WORKING DATA
=======

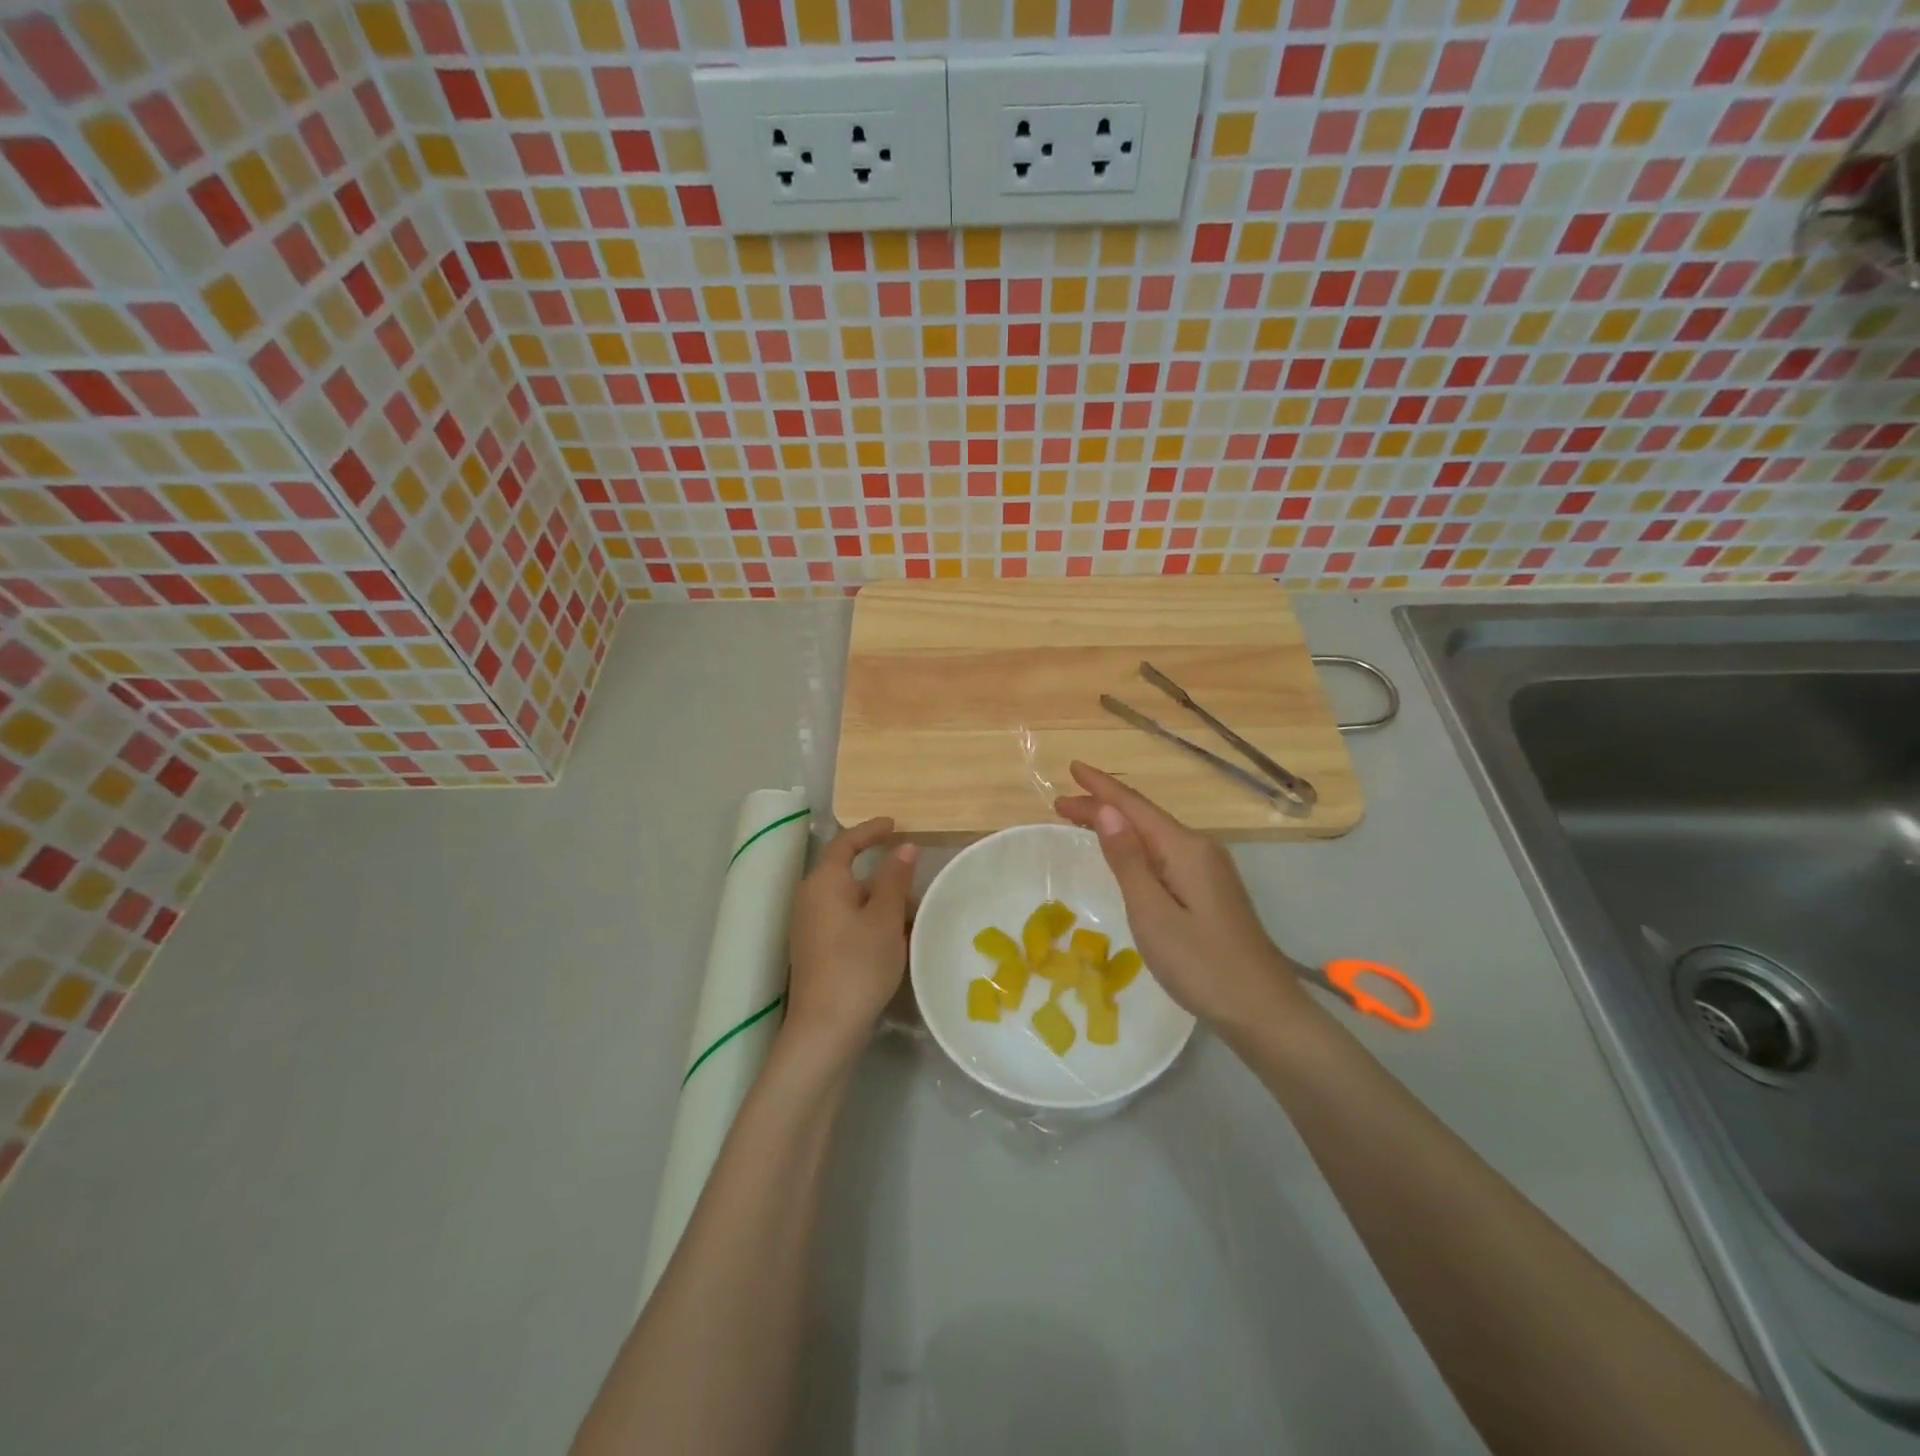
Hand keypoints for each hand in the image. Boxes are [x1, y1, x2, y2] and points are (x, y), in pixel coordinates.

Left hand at [783, 817, 917, 1063]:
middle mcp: (811, 899)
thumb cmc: (858, 964)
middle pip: (849, 874)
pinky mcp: (817, 952)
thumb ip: (895, 879)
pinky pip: (848, 923)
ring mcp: (811, 927)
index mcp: (824, 882)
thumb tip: (904, 847)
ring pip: (852, 902)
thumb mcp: (885, 918)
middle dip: (884, 875)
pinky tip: (897, 940)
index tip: (894, 824)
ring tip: (916, 913)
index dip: (870, 831)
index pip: (846, 843)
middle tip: (917, 878)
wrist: (826, 1028)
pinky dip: (872, 922)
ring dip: (882, 903)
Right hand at [1054, 762, 1306, 1029]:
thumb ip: (1128, 860)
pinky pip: (1165, 853)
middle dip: (1103, 805)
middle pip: (1144, 817)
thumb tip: (1107, 811)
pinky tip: (1125, 853)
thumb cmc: (1201, 964)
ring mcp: (1209, 869)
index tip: (1071, 768)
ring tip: (1082, 820)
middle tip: (1061, 805)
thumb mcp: (1152, 913)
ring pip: (1155, 835)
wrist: (1262, 1011)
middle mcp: (1200, 848)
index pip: (1134, 806)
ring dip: (1118, 824)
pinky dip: (1136, 845)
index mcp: (1185, 849)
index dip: (1101, 787)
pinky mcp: (1211, 890)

=======

Return exactly the line that contains "ring mcp: (1209, 869)" and every line after it, through the last line of the records.

FINISHED EXERCISE
ring mcp: (1209, 869)
index tip: (1071, 768)
ring tip: (1082, 820)
middle tip: (1061, 805)
thumb mcp: (1152, 913)
ring pip: (1155, 835)
wrist: (1262, 1011)
middle mcp: (1200, 848)
index pip: (1134, 806)
ring dip: (1118, 824)
pinky dip: (1136, 845)
index mcp: (1185, 849)
index dip: (1101, 787)
pinky mcp: (1211, 890)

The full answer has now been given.